TASK GOAL: Word-for-word transcription is needed for all of the entries.

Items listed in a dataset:
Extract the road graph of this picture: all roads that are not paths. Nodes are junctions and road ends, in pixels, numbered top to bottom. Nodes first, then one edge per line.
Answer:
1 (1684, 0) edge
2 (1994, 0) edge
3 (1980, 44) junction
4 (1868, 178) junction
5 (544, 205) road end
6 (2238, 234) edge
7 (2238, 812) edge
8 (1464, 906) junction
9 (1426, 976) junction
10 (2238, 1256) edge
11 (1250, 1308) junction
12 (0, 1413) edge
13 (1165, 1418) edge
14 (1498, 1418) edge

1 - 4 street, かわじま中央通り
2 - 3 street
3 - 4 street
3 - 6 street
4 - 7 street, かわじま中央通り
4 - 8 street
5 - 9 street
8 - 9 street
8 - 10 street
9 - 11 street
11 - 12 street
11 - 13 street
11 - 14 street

EXERCISE OUTPUT:
Extract the road graph of this picture: all roads that are not paths. Nodes are junctions and road ends, in pixels, numbered top to bottom. Nodes first, then one edge per line.
Answer:
1 (1684, 0) edge
2 (1994, 0) edge
3 (1980, 44) junction
4 (1868, 178) junction
5 (544, 205) road end
6 (2238, 234) edge
7 (2238, 812) edge
8 (1464, 906) junction
9 (1426, 976) junction
10 (2238, 1256) edge
11 (1250, 1308) junction
12 (0, 1413) edge
13 (1165, 1418) edge
14 (1498, 1418) edge

1 - 4 street, かわじま中央通り
2 - 3 street
3 - 4 street
3 - 6 street
4 - 7 street, かわじま中央通り
4 - 8 street
5 - 9 street
8 - 9 street
8 - 10 street
9 - 11 street
11 - 12 street
11 - 13 street
11 - 14 street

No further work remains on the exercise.